■ Assignment ■
For the word "Keep", search the records and show each line in which it occurs.

┌─ Material for this task

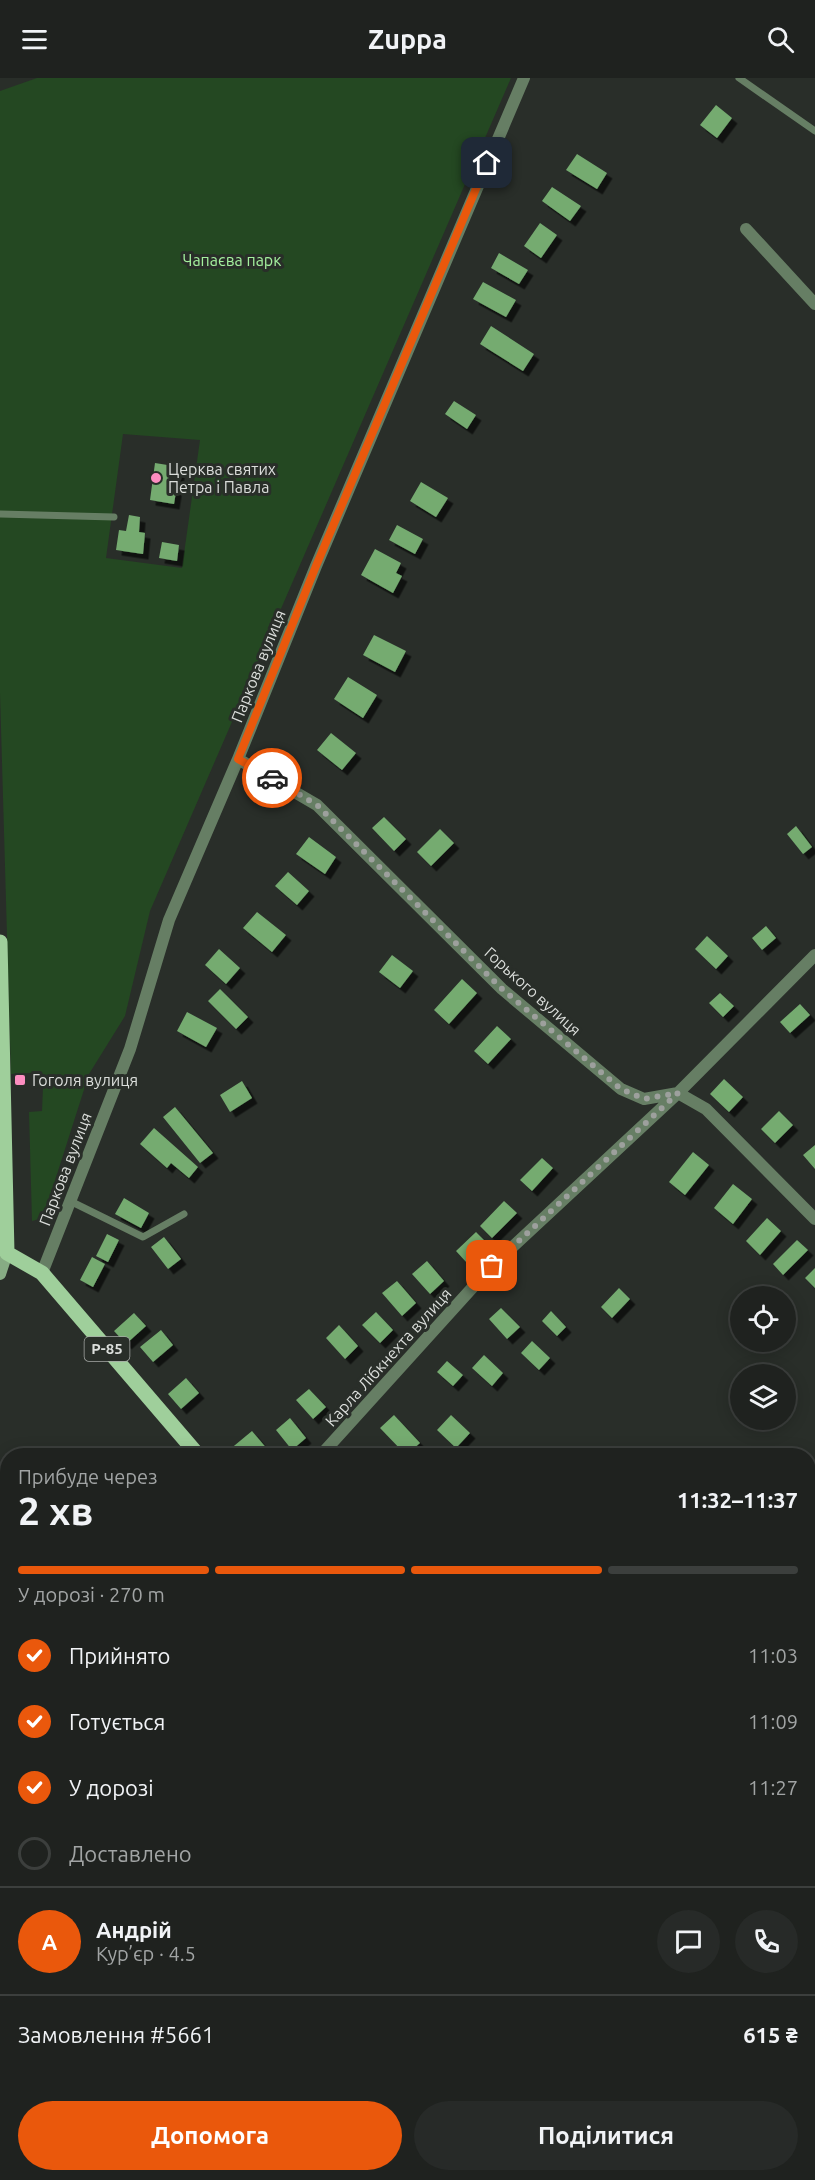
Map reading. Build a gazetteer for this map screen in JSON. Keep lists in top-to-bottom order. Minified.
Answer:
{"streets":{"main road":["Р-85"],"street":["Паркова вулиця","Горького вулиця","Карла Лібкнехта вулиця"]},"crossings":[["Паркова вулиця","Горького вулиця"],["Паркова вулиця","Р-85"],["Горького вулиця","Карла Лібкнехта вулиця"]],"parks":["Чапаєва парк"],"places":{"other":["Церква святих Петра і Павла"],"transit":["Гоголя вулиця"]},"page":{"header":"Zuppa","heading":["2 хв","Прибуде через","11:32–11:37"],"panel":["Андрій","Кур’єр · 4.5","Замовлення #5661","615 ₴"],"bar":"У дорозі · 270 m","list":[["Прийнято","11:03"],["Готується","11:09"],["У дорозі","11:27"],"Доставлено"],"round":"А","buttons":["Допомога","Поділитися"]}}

└─
┌─ Material for this task

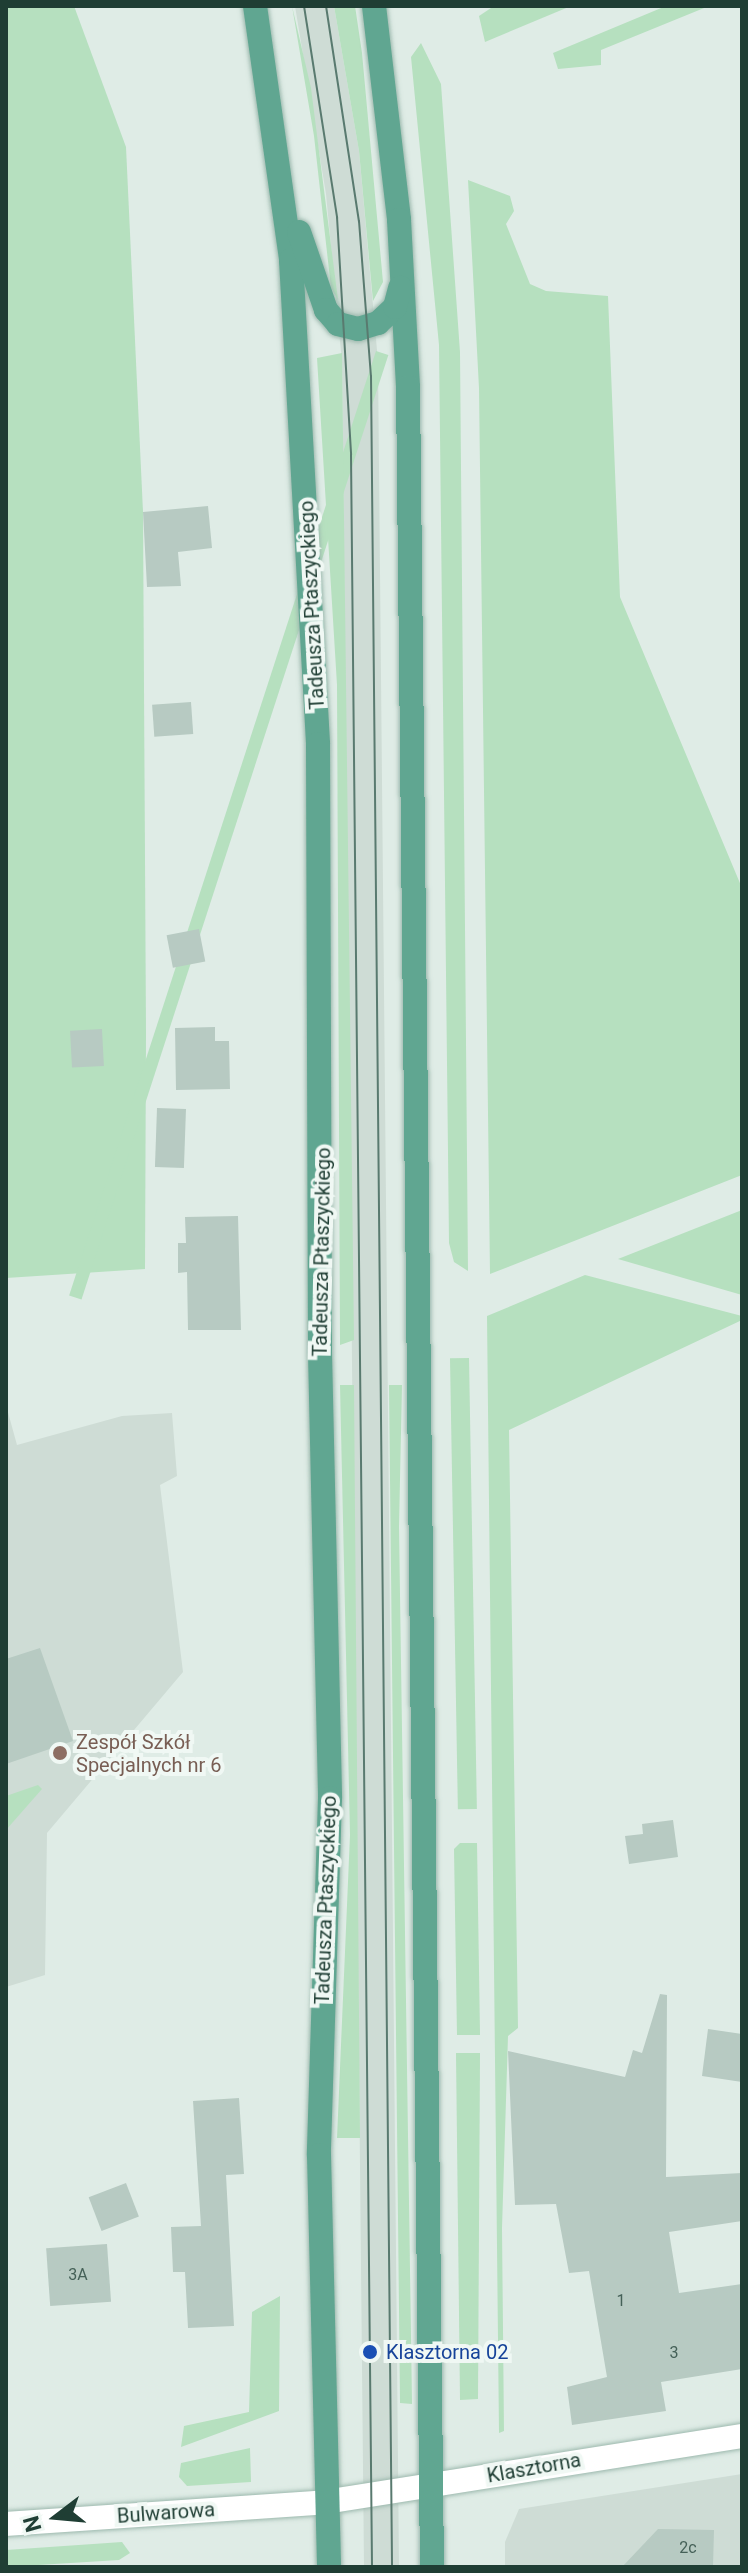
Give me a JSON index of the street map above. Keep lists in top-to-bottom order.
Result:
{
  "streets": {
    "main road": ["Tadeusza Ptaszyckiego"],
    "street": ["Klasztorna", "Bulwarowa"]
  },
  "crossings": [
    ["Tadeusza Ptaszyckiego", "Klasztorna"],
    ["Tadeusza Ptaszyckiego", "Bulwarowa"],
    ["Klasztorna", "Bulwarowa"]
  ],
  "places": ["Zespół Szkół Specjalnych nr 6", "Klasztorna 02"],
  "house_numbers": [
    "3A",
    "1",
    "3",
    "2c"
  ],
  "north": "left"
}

└─

■ Result below ■
Map reading. Build a gazetteer for this map screen in JSON. Keep lists in top-to-bottom order. Minified.
Give me a JSON index of the street map above. Keep lists in top-to-bottom order.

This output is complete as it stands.